**ABOUT THIS EXERCISE**.
Go through the material below and state how many lines include "Nodes", giving the number only.

START GIVEN DATA

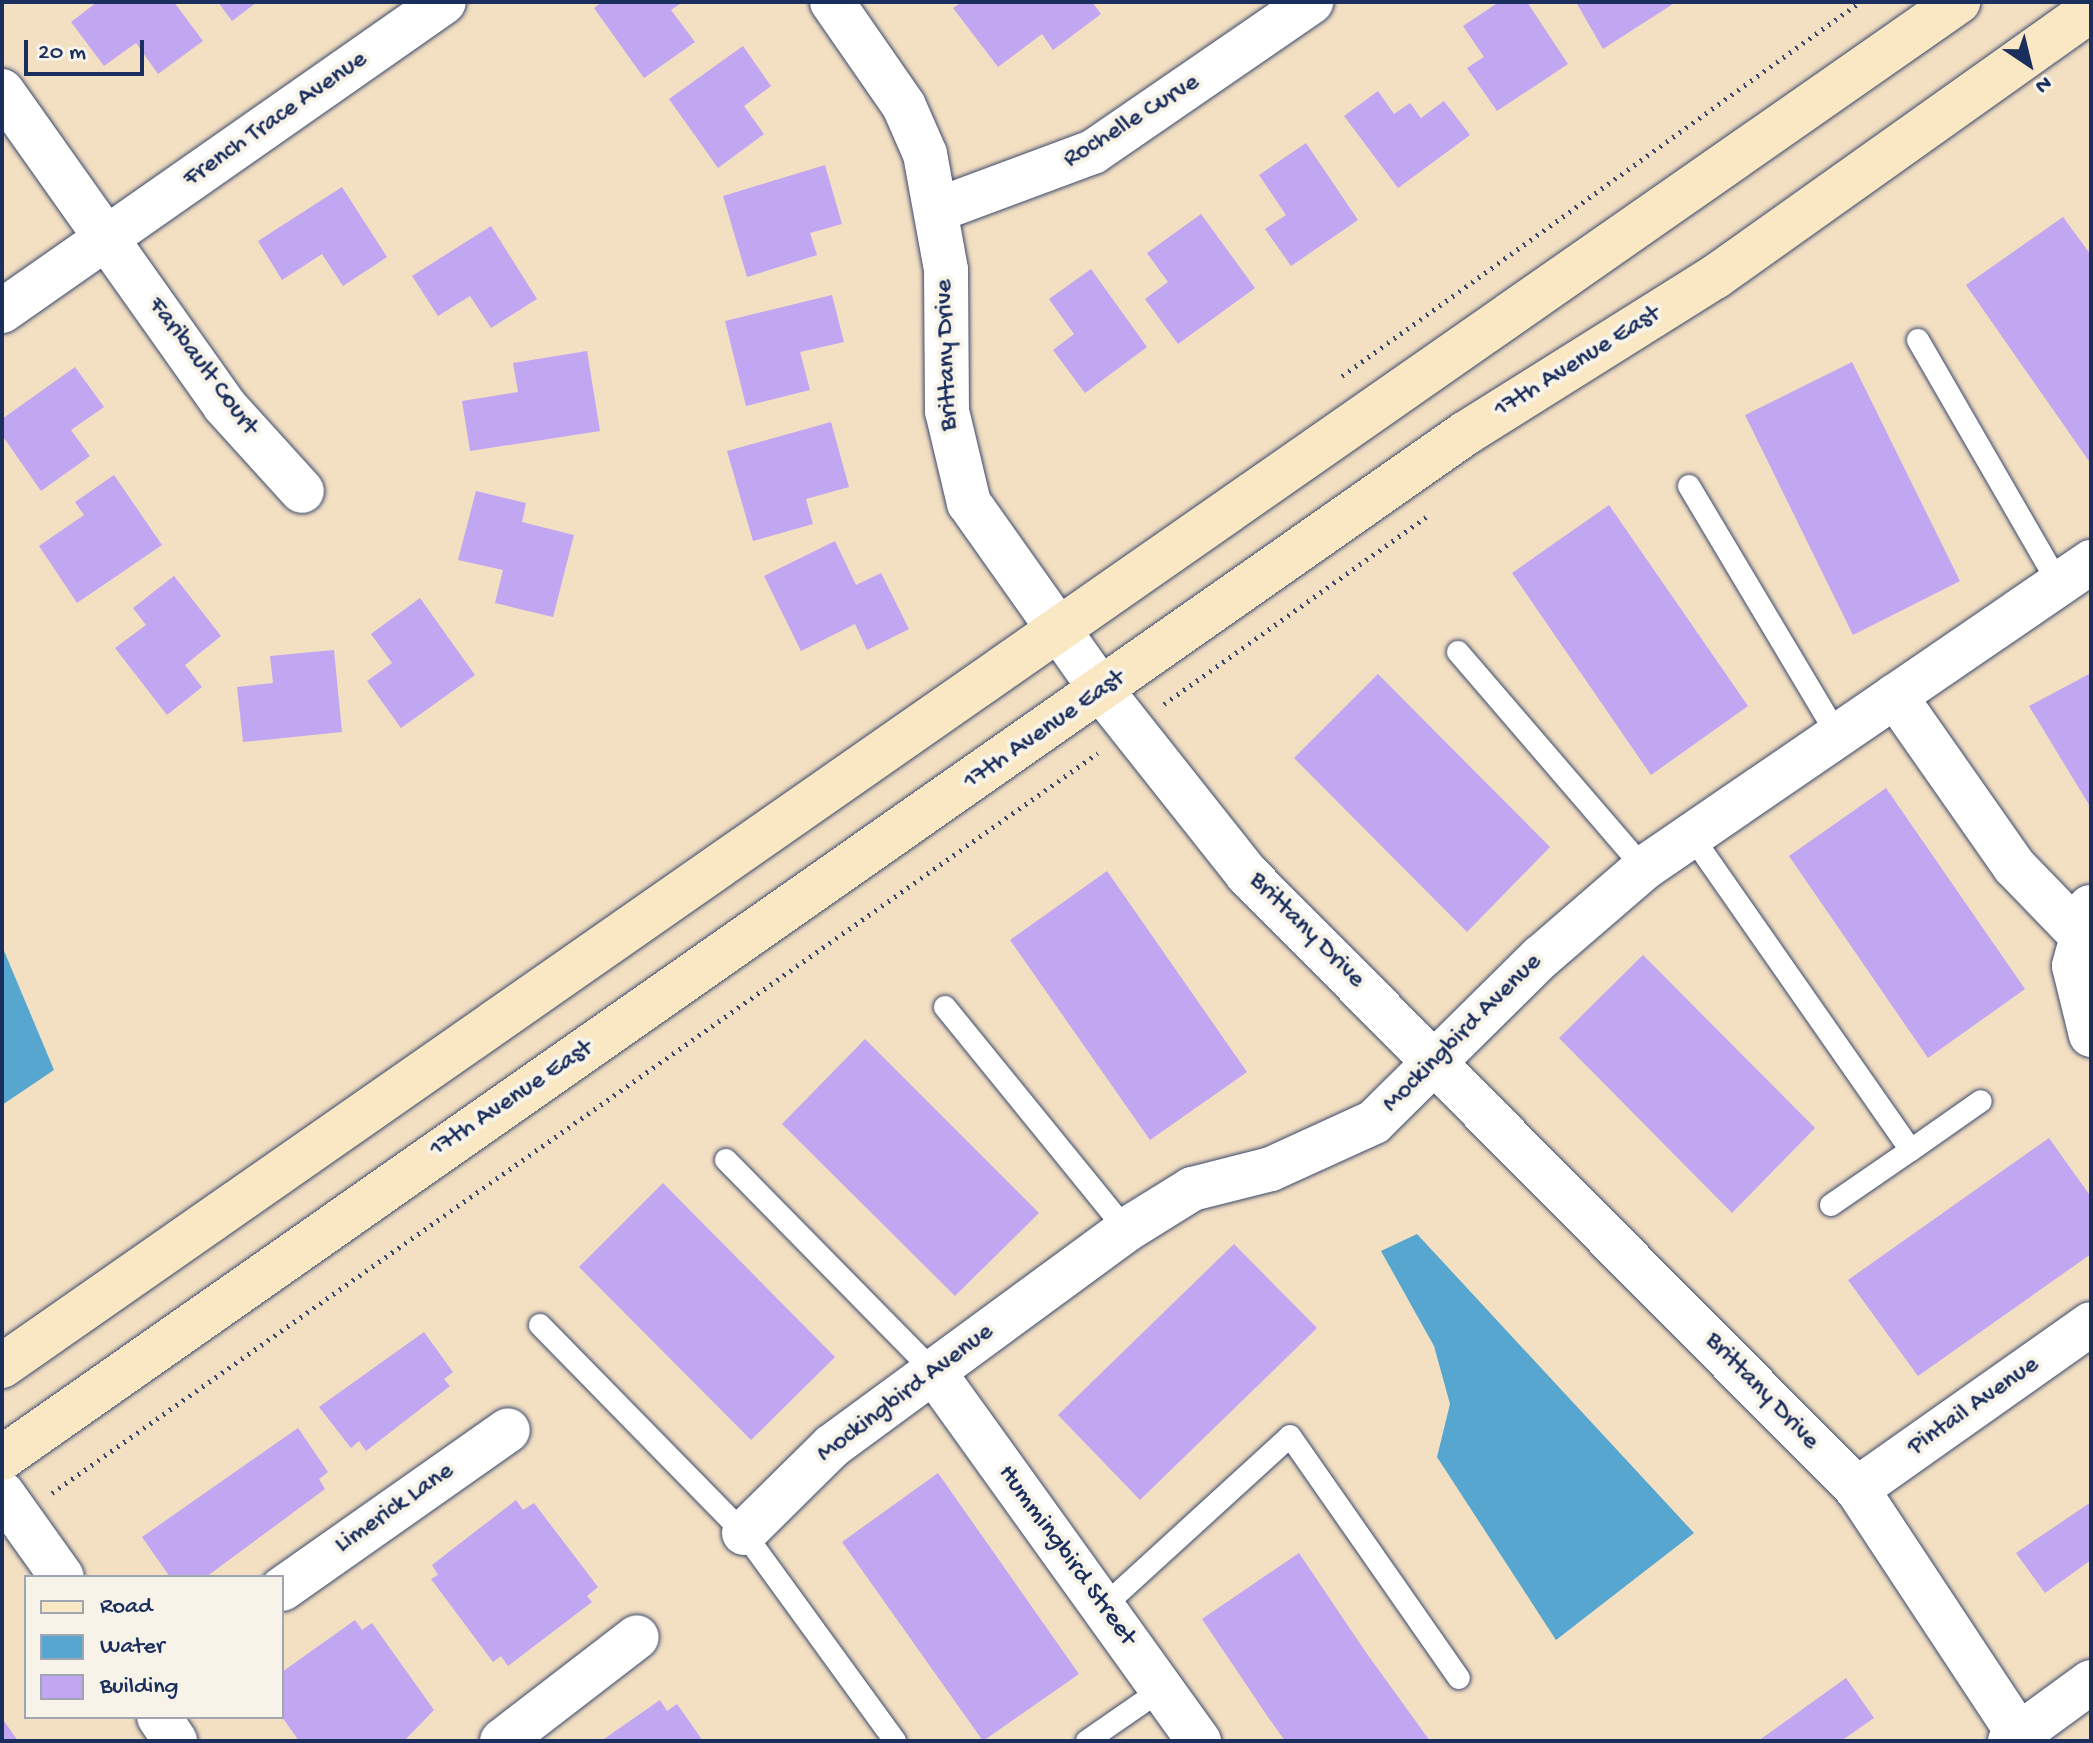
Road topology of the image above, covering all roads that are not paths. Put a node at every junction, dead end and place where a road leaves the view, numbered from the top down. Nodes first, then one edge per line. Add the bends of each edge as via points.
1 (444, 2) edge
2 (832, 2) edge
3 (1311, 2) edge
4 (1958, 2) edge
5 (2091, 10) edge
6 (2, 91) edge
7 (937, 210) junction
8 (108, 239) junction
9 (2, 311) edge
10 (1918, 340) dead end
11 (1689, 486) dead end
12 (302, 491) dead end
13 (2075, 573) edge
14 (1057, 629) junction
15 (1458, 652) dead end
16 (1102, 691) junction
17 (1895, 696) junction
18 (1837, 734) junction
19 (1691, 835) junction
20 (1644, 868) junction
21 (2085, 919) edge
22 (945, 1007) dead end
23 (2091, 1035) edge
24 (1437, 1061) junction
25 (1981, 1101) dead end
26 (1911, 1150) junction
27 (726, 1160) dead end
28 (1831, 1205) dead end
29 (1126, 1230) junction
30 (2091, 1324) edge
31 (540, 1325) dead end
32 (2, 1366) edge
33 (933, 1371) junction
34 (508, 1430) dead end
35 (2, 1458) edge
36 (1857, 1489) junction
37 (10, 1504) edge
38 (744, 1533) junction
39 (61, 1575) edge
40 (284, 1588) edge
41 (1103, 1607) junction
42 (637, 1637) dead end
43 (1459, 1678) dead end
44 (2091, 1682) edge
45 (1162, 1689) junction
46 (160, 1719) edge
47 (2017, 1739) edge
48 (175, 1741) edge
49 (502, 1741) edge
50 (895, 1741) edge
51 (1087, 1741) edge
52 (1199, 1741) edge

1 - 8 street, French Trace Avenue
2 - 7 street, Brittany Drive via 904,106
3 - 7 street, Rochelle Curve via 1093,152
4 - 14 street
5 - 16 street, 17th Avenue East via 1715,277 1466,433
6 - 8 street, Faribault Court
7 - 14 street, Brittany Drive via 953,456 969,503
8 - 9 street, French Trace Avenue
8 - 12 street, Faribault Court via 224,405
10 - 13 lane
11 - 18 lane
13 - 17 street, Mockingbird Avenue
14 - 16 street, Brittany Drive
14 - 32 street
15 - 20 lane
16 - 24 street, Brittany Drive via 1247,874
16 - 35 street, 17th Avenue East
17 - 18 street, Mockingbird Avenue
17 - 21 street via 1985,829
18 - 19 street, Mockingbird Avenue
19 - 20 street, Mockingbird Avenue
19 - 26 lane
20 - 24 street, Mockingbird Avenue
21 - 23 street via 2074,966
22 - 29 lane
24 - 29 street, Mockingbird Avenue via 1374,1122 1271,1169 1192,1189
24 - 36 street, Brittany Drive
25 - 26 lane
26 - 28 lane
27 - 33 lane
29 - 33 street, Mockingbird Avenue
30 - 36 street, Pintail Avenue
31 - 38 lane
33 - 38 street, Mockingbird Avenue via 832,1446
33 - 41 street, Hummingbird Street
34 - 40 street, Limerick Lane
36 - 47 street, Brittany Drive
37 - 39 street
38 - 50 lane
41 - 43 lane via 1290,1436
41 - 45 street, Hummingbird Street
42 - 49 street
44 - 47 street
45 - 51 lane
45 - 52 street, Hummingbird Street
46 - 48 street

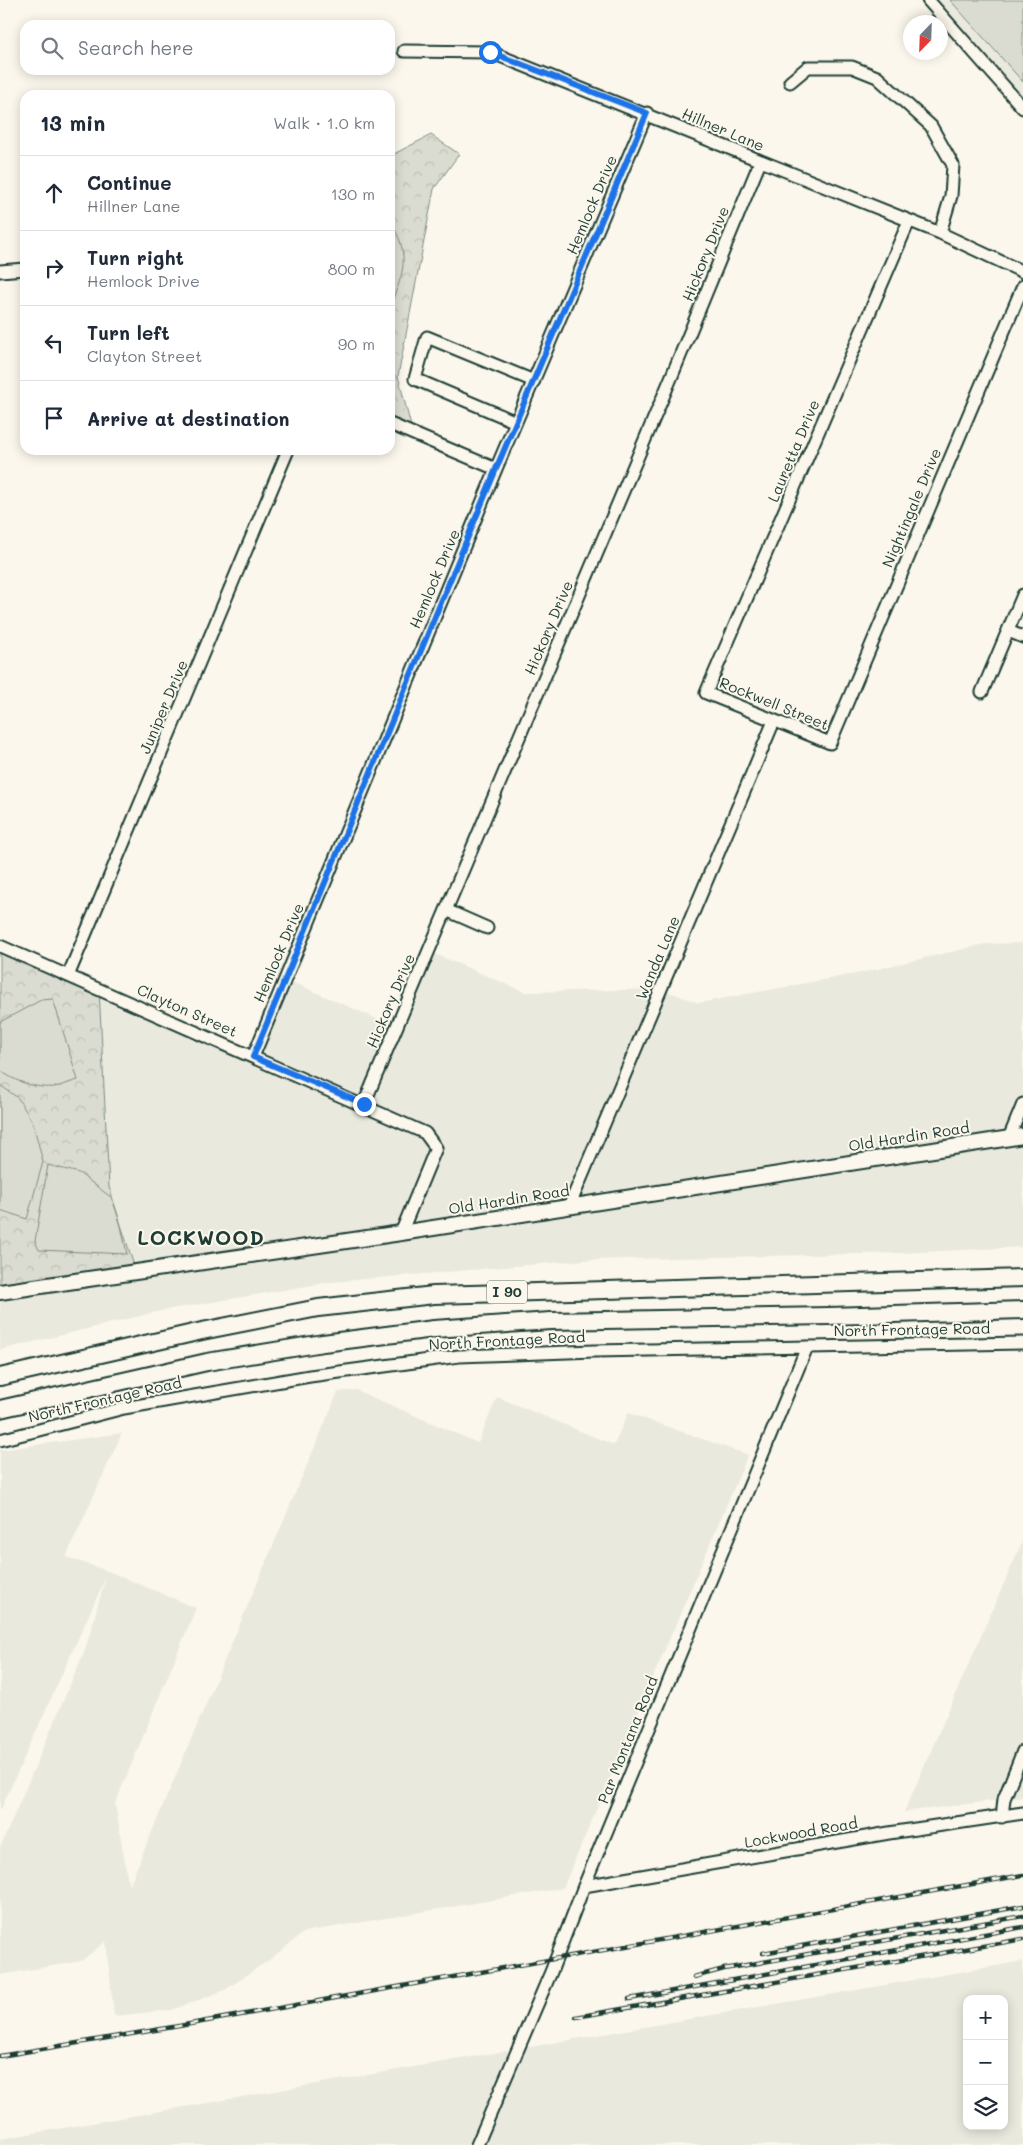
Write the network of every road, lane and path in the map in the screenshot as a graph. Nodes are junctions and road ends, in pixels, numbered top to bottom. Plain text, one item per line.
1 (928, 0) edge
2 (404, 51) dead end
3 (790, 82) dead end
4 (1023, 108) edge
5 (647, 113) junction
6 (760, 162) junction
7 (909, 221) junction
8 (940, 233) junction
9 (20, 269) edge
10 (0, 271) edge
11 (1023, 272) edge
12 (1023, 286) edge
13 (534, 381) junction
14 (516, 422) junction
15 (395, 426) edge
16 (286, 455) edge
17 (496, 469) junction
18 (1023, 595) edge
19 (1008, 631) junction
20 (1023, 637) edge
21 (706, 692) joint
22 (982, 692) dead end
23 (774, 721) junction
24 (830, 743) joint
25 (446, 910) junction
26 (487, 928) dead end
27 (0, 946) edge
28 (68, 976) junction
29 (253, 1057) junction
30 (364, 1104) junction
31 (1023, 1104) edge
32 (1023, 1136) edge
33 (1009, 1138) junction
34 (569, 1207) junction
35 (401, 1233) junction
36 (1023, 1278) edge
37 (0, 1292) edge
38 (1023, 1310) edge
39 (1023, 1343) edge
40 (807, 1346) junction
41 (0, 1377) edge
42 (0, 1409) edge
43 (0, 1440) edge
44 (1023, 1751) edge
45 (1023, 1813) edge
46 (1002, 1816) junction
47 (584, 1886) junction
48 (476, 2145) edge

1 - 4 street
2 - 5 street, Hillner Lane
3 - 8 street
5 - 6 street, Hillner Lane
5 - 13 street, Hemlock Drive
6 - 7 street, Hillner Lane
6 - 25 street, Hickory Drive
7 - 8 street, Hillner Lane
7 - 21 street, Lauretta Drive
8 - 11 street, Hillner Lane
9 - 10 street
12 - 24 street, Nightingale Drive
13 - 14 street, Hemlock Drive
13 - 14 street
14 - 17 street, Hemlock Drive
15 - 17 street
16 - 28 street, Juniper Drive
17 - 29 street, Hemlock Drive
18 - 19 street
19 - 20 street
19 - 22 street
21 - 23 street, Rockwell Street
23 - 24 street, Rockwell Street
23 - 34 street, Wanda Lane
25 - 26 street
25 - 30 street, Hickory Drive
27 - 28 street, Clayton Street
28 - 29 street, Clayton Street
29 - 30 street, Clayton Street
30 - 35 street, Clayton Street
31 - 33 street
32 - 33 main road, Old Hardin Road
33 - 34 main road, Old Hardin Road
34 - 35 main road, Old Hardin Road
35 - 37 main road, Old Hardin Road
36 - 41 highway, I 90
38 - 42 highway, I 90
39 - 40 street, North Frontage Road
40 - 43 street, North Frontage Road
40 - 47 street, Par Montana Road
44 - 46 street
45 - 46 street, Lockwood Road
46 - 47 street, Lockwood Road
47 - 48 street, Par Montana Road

END GIVEN DATA

**RESULT OF THIS EXERCISE**.
2